結成28年、JAPANESE R&E(リズム&演歌)を掲げ、今やお茶の間も巻き込んで日本中に旋風を巻き起こす怒髪天から約2年振りのアルバム「Tabbey Road」が届いた。2011年はライブハウスツアー「LIVE LIFE LINE TOUR」、大編成でのホールツアー「LIVE ALIVE TOUR 2011 "GOLDEN MUSIC HOUR"」を開催し、日本人の底力を最高のエンターテイメントで全国に魅せつけてきた怒髪天。激動の2011年を経て完成した今作には「歩き続ける限り道は続く」という強いメッセージや、日本を支える「おっさん」を称える賛歌など全10曲収録。日々、生きていく中で感じる喜怒哀楽を一緒に歌ってくれる怒髪天の音楽は、僕のあなたの日本の音楽だ。日本に怒髪天がいてくれて本当に良かった。
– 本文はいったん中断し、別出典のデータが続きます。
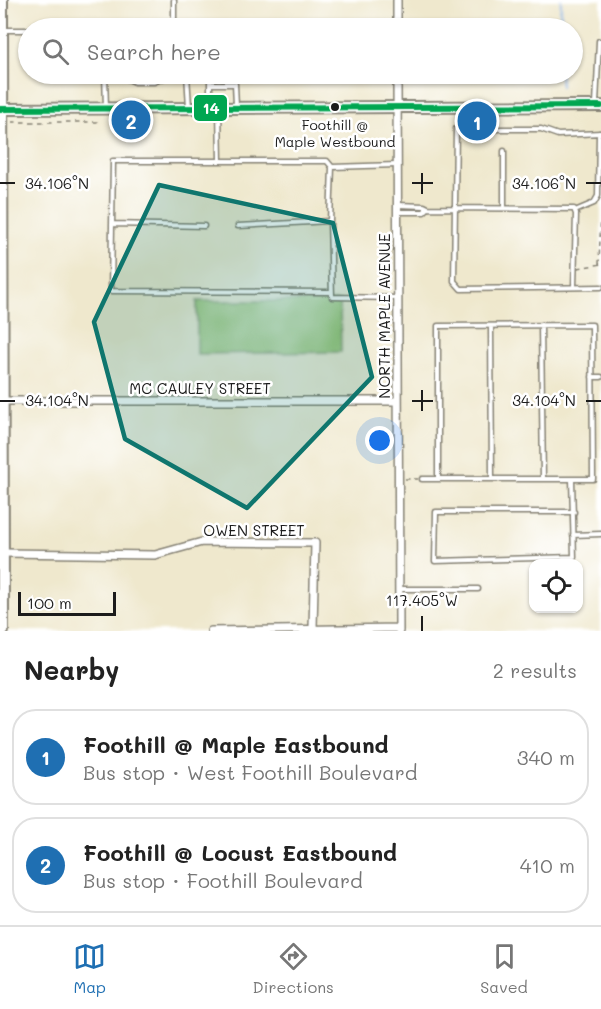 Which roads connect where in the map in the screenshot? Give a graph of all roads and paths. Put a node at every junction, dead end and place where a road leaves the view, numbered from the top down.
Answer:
1 (2, 0) edge
2 (174, 0) edge
3 (397, 0) edge
4 (174, 18) edge
5 (397, 18) edge
6 (2, 30) junction
7 (18, 30) edge
8 (601, 41) edge
9 (105, 84) edge
10 (188, 84) edge
11 (212, 84) joint
12 (397, 84) edge
13 (599, 106) edge
14 (106, 108) junction
15 (189, 108) junction
16 (214, 108) junction
17 (236, 108) junction
18 (397, 108) junction
19 (1, 109) edge
20 (11, 122) dead end
21 (101, 122) dead end
22 (1, 132) edge
23 (600, 133) edge
24 (1, 148) edge
25 (504, 152) dead end
26 (220, 161) junction
27 (1, 164) edge
28 (397, 165) junction
29 (332, 167) junction
30 (414, 206) junction
31 (504, 207) junction
32 (428, 208) junction
33 (455, 208) junction
34 (398, 209) junction
35 (575, 211) junction
36 (601, 211) edge
37 (414, 212) junction
38 (2, 214) edge
39 (330, 221) junction
40 (112, 224) junction
41 (204, 226) dead end
42 (238, 226) dead end
43 (600, 266) edge
44 (574, 268) junction
45 (574, 287) junction
46 (601, 287) edge
47 (330, 292) junction
48 (2, 298) edge
49 (398, 298) junction
50 (541, 325) junction
51 (490, 326) junction
52 (592, 377) junction
53 (601, 377) edge
54 (3, 401) junction
55 (398, 401) junction
56 (2, 450) edge
57 (404, 479) dead end
58 (422, 479) joint
59 (438, 479) junction
60 (492, 479) junction
61 (543, 479) junction
62 (572, 479) junction
63 (2, 512) edge
64 (574, 512) junction
65 (2, 525) edge
66 (601, 534) edge
67 (573, 535) junction
68 (3, 553) junction
69 (399, 589) junction
70 (478, 589) dead end
71 (313, 628) junction
72 (399, 629) edge
73 (3, 631) edge
74 (211, 631) edge

1 - 6 street
2 - 4 lane
3 - 5 street
6 - 7 lane
6 - 19 street
8 - 13 lane
9 - 14 lane
10 - 15 lane
11 - 16 lane
11 - 17 lane
12 - 18 street, NORTH MAPLE AVENUE
13 - 18 street
14 - 15 street
14 - 19 street
15 - 16 street
16 - 17 street
16 - 26 lane
17 - 18 street
18 - 28 street, NORTH MAPLE AVENUE
19 - 22 street
20 - 21 path
22 - 24 street
23 - 33 lane
23 - 35 lane
24 - 27 street
25 - 31 lane
26 - 29 lane
26 - 40 lane
27 - 38 street
28 - 29 lane
28 - 34 street, NORTH MAPLE AVENUE
29 - 39 lane
30 - 32 lane
30 - 34 lane
30 - 37 lane
31 - 33 lane
31 - 35 lane
32 - 33 lane
32 - 37 lane
33 - 45 lane
34 - 37 lane
34 - 49 street, NORTH MAPLE AVENUE
35 - 44 lane
36 - 43 path
38 - 48 street
39 - 42 lane
39 - 47 lane
40 - 41 lane
40 - 47 lane
43 - 44 path
44 - 45 lane
45 - 46 lane
47 - 49 lane
48 - 54 street
49 - 55 street, NORTH MAPLE AVENUE
50 - 51 lane
50 - 52 lane
50 - 61 lane
51 - 59 lane
51 - 60 lane
52 - 53 lane
52 - 62 lane
54 - 55 street, MC CAULEY STREET
54 - 56 street
55 - 69 street, NORTH MAPLE AVENUE
56 - 63 street
57 - 58 path
58 - 59 lane
59 - 60 lane
60 - 61 lane
61 - 62 lane
62 - 64 lane
63 - 65 street
64 - 67 lane
64 - 67 lane
65 - 68 street
66 - 67 lane
68 - 71 street, OWEN STREET
68 - 73 street
69 - 70 lane
69 - 72 street, NORTH MAPLE AVENUE
71 - 72 street
71 - 74 street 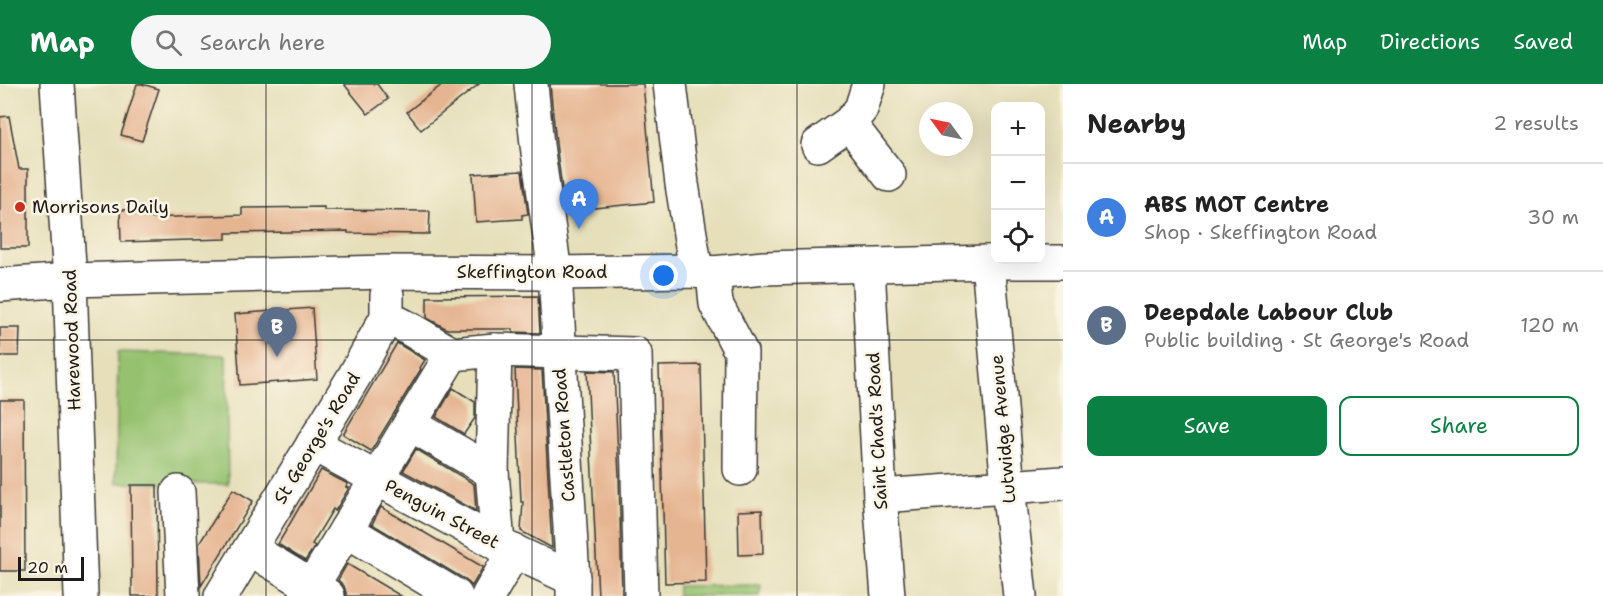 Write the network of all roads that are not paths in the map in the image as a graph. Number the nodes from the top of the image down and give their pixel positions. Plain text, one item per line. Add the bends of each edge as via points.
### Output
1 (531, 84) edge
2 (670, 84) edge
3 (869, 84) edge
4 (59, 85) edge
5 (849, 123) junction
6 (818, 145) dead end
7 (889, 175) dead end
8 (988, 262) junction
9 (1063, 262) edge
10 (868, 266) junction
11 (387, 272) junction
12 (705, 272) junction
13 (555, 273) junction
14 (70, 280) junction
15 (0, 285) edge
16 (387, 317) junction
17 (495, 350) junction
18 (559, 352) junction
19 (452, 354) junction
20 (410, 424) junction
21 (314, 444) junction
22 (740, 469) dead end
23 (492, 472) junction
24 (376, 480) junction
25 (1063, 483) edge
26 (1008, 486) junction
27 (178, 492) dead end
28 (880, 496) junction
29 (346, 530) junction
30 (506, 548) junction
31 (250, 549) junction
32 (573, 587) edge
33 (316, 593) edge
34 (81, 596) edge
35 (183, 596) edge
36 (221, 596) edge
37 (456, 596) edge
38 (488, 596) edge
39 (641, 596) edge
40 (888, 596) edge
41 (1020, 596) edge

1 - 13 street, Castleton Road
2 - 12 street via 682,184
3 - 5 street via 861,109
4 - 14 street, Harewood Road
5 - 6 street
5 - 7 street
8 - 9 street, Skeffington Road
8 - 10 street, Skeffington Road
8 - 26 street, Lutwidge Avenue
10 - 12 street, Skeffington Road
10 - 28 street, Saint Chad's Road
11 - 13 street, Skeffington Road
11 - 14 street, Skeffington Road
11 - 16 street, St George's Road
12 - 13 street, Skeffington Road
12 - 22 street via 716,304 741,352
13 - 18 street, Castleton Road
14 - 15 street, Skeffington Road
14 - 34 street, Harewood Road
16 - 19 street
16 - 21 street, St George's Road
17 - 18 street
17 - 19 street
17 - 23 street
18 - 32 street, Castleton Road
18 - 39 street via 635,354
19 - 20 street
20 - 23 street
20 - 24 street
21 - 24 street, Penguin Street
21 - 31 street, St George's Road
23 - 30 street
24 - 29 street
24 - 30 street, Penguin Street
25 - 26 street
26 - 28 street
26 - 41 street, Lutwidge Avenue
27 - 35 street
28 - 40 street, Saint Chad's Road
29 - 33 street
29 - 37 street
30 - 32 street, Penguin Street
30 - 38 street
31 - 33 street
31 - 36 street, St George's Road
Q.2011年は日本人にとって忘れてはいけない年になりました。何かを表現する、発信する立場として増子さんは何を考えました?

増子:正直さ、震災があった直後はバンドなんかやってる場合じゃないなって思ってた。何がどうなるか全く状況もわからなかったしね。あの日以降、やっぱり音楽に対する考え方も変わったよ。震災直後は音楽なんて何の役にもたたねぇと思ってたからね。


Q.それでも怒髪天はすぐに音楽で行動しましたよね。

増子:そうだね。3月20日に広島で急遽ライブをやることになったんだよ。それで音を鳴らした瞬間に鳥肌が立った。そのとき音楽で何が出来るか改めて考えたんだよ。俺らは音楽をやるしかねぇって思った。あと、音楽で悲しい出来事や辛い思い出を消すことは出来ないけど、音楽で楽しい思い出をひとつ増やすことは出来るんだよ。そう考えたよね。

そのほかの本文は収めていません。